Takvim 22 Ağustos 1954 Pazar gününü gösteriyordu. Murphy'lerin malikanesinde bir şölen havası vardı. Bunun nedeni Charlie'nin doğum gününün olmasıydı. Artık 1 yaşına girmişti. Amelia bu güne özel misafirlere sunmak üzere Sticky toffy tatlısından yapmıştı. Aslında bu konuda pek iyi değildi çünkü her zaman şeker katmayı unuturdu.
-Hayatım, harika olmuş fakat içine keşke tuz yerine şeker katsaymışsın.
-Aman tanrım! William. Neyse ki misafirlerin önüne koymadan fark edip beni uyardın.
-Boş ver hayatım. Yapmak zorunda değilsin. Gel de biraz dinlen.
Lakin Amelia yine de gergin görünüyordu. Sonra:
-Ah bak! Küçük misafirlerim gelmiş.
12-13 yaşlarında bir düzine kadar çocuk bahçe kapısında göründü. Amelia onlara doğru mutlulukla giderken William arkada kaldı ve onları izledi. Bu çocuklar Amelia'nın sık sık bağışta bulunduğu ve ziyarete gittiği yetimhaneden gelen çocuklardı. Amelia onları oğlunun doğum gününde misafir etmek ve yüzlerindeki tebessümü görmek istedi.
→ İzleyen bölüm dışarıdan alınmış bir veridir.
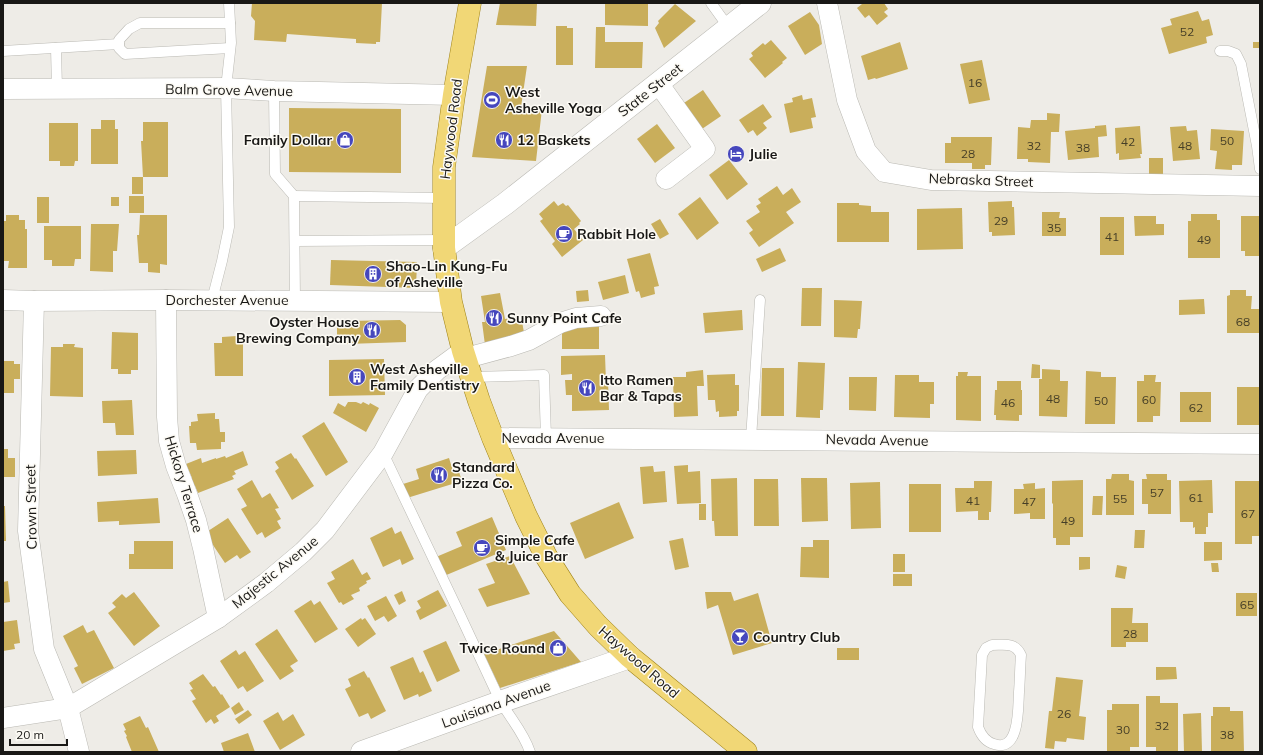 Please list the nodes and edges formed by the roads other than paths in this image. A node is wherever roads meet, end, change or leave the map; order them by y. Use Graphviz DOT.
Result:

William bunları düşünürken salon gelen misafirlerle beraber yavaş yavaş dolmaya başladı. Gelen misafirlere hoş geldiniz diyebilmek için ilerlerken birden gözüne Molly teyzesi göründü. Bu kadın William için bir anneden farksızdı. Aynı şekilde William da Molly teyzesi için öyleydi. Ebeveynlerinin ölümünden sonra yetimhanede kalan küçük William'ı o yanına almış ve bir öz annesinin yapamadığı anneliği o göstermişti. Fakat yıllar geçip William artık askeri yatılı okula başlayınca Molly teyze de Fransa'ya gidip kanser olan oğlunun tedavisi için son 5 yıl orda kalmıştı. Oğlunun ölümünün ardından 2 sene sonrada ancak kendine gelebilmiş ve İngiltere'ye geri gelebilmişti. William'ın 7 yıl sonra onu ilk kez görüşüydü bu. Birbirlerine sıkı sıkı sarılıp hasret giderdiler. Ardından:
-Görmeyeli pek bir zayıflamışsın sevgili oğlum. Yoksa karın sana iyi bakamıyor mu?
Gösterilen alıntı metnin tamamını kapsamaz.